Ficha do Proponente
Proponente
- Clarisse Maria Castro de Alvarenga (UFMG)
Minicurrículo
- É professora na UFMG, onde atua como docente do curso de Formação Intercultural para Educadores Indígenas (FIEI). Coordena a Casa de Cinema e o Laboratório e Arquivo de Imagem e Som (LAIS).
Ficha do Trabalho
Título
- Arquivos da terra e tecnologias ancestrais: realização audiovisual com povos ameríndios
Seminário
- Cinemas, Comunidades, Territórios: interpelações aos gestos analíticos
Resumo
- Neste trabalho procuro elaborar questões que surgem a partir de dois percursos interculturais envolvendo curadoria e realização audiovisual com povos ameríndios na UFMG: Arquivos da terra e Tecnologias ancestrais. Pretendo especular sobre os sentidos que podemos atribuir à experiência com o cinema a partir de elementos vindos dos filmes e daquilo que está fora de campo (nos territórios). A ideia é imaginar gestos analíticos situados que articulem natureza e cultura no contexto do antropoceno.
Resumo expandido
- Nos anos de 2023 e 2024, elaborei, em diálogo com estudantes de quatro turmas do curso de Formação Intercultural para Educadores Indígenas da UFMG e em colaboração com um grupo de bolsistas e professores parceiros, duas propostas agrupadas sob os seguintes temas contextuais: Arquivos da terra e Tecnologias ancestrais. Participaram das propostas estudantes das etnias Pataxó, Xakriabá, Maxakali, Xukuru-Kariri e Mbya Guarani.

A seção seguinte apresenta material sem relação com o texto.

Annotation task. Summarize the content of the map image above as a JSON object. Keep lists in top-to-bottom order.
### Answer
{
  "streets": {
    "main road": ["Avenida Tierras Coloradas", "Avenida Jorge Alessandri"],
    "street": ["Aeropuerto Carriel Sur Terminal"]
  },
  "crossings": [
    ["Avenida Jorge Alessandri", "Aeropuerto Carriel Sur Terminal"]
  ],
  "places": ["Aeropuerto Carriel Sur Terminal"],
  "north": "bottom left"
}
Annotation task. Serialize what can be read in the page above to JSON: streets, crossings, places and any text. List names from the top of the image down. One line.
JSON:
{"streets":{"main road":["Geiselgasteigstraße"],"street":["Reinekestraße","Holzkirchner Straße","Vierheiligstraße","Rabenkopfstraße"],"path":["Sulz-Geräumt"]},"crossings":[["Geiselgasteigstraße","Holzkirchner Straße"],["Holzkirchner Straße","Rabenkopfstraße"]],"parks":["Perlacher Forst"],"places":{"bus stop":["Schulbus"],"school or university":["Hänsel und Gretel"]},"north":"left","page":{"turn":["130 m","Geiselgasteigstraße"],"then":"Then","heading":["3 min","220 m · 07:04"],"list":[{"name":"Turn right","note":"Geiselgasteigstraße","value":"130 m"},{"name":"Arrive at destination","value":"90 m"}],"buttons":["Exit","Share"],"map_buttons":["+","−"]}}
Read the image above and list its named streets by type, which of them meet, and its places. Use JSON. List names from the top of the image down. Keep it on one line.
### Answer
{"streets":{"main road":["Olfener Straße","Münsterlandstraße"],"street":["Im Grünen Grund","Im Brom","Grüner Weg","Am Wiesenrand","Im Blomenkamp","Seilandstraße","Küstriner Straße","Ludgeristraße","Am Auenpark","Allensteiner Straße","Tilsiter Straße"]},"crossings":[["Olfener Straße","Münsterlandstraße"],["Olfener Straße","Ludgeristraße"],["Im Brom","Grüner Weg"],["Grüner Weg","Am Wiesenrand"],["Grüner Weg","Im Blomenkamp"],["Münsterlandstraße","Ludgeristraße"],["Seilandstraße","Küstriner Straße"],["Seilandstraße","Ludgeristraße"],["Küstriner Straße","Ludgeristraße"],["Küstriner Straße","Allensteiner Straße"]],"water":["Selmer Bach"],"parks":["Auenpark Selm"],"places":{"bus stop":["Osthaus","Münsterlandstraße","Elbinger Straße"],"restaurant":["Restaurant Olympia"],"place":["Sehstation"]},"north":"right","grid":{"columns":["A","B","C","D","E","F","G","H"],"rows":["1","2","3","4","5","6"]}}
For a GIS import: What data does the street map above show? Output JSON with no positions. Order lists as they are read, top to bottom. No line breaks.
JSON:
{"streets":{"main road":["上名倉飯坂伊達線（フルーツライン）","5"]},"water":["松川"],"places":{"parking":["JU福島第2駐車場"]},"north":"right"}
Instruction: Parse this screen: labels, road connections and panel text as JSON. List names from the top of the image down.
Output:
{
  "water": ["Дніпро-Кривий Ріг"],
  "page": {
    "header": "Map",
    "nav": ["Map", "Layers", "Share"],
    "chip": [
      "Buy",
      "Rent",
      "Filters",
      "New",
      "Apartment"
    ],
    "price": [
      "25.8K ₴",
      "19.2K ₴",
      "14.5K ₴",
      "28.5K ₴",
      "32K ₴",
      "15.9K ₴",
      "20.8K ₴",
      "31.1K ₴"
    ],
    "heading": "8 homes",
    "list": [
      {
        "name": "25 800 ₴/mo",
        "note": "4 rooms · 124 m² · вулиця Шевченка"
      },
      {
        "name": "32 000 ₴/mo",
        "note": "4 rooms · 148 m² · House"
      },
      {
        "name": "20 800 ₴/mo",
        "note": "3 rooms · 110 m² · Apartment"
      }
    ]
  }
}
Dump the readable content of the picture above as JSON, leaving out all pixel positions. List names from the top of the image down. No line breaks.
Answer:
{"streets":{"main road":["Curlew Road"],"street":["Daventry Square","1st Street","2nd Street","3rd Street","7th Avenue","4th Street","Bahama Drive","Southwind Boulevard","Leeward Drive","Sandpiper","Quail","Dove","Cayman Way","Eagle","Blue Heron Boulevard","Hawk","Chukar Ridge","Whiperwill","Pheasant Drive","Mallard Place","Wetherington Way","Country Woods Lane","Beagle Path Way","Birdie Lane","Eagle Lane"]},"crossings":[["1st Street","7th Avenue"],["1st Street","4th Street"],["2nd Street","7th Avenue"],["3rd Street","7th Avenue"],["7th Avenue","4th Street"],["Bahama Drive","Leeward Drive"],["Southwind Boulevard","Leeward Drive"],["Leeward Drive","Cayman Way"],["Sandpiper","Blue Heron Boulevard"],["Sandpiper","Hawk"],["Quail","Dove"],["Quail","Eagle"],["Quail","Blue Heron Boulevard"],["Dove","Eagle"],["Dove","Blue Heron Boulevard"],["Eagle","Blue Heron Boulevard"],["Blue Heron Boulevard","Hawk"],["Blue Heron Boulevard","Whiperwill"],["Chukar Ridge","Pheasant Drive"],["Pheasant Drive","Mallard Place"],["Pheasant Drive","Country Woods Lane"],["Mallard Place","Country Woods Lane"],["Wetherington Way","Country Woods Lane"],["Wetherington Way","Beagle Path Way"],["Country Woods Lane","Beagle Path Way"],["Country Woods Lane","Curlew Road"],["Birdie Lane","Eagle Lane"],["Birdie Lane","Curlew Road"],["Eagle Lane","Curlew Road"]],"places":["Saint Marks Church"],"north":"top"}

As proposições estão associadas (por apresentarem uma continuidade de investigação) e foram abrigadas na plataforma Alquimia dos Arquivos, realizada no âmbito dos seminários internacionais da Rede Latino-Americana de Educação, Cinema e Audiovisual – Rede Kino, tendo subsidiado a criação do projeto de ensino Educação Indígena e Cultura Digital, em andamento no Laboratório e Arquivo de Imagem e Som (LAIS) da Casa de cinema da Faculdade de Educação.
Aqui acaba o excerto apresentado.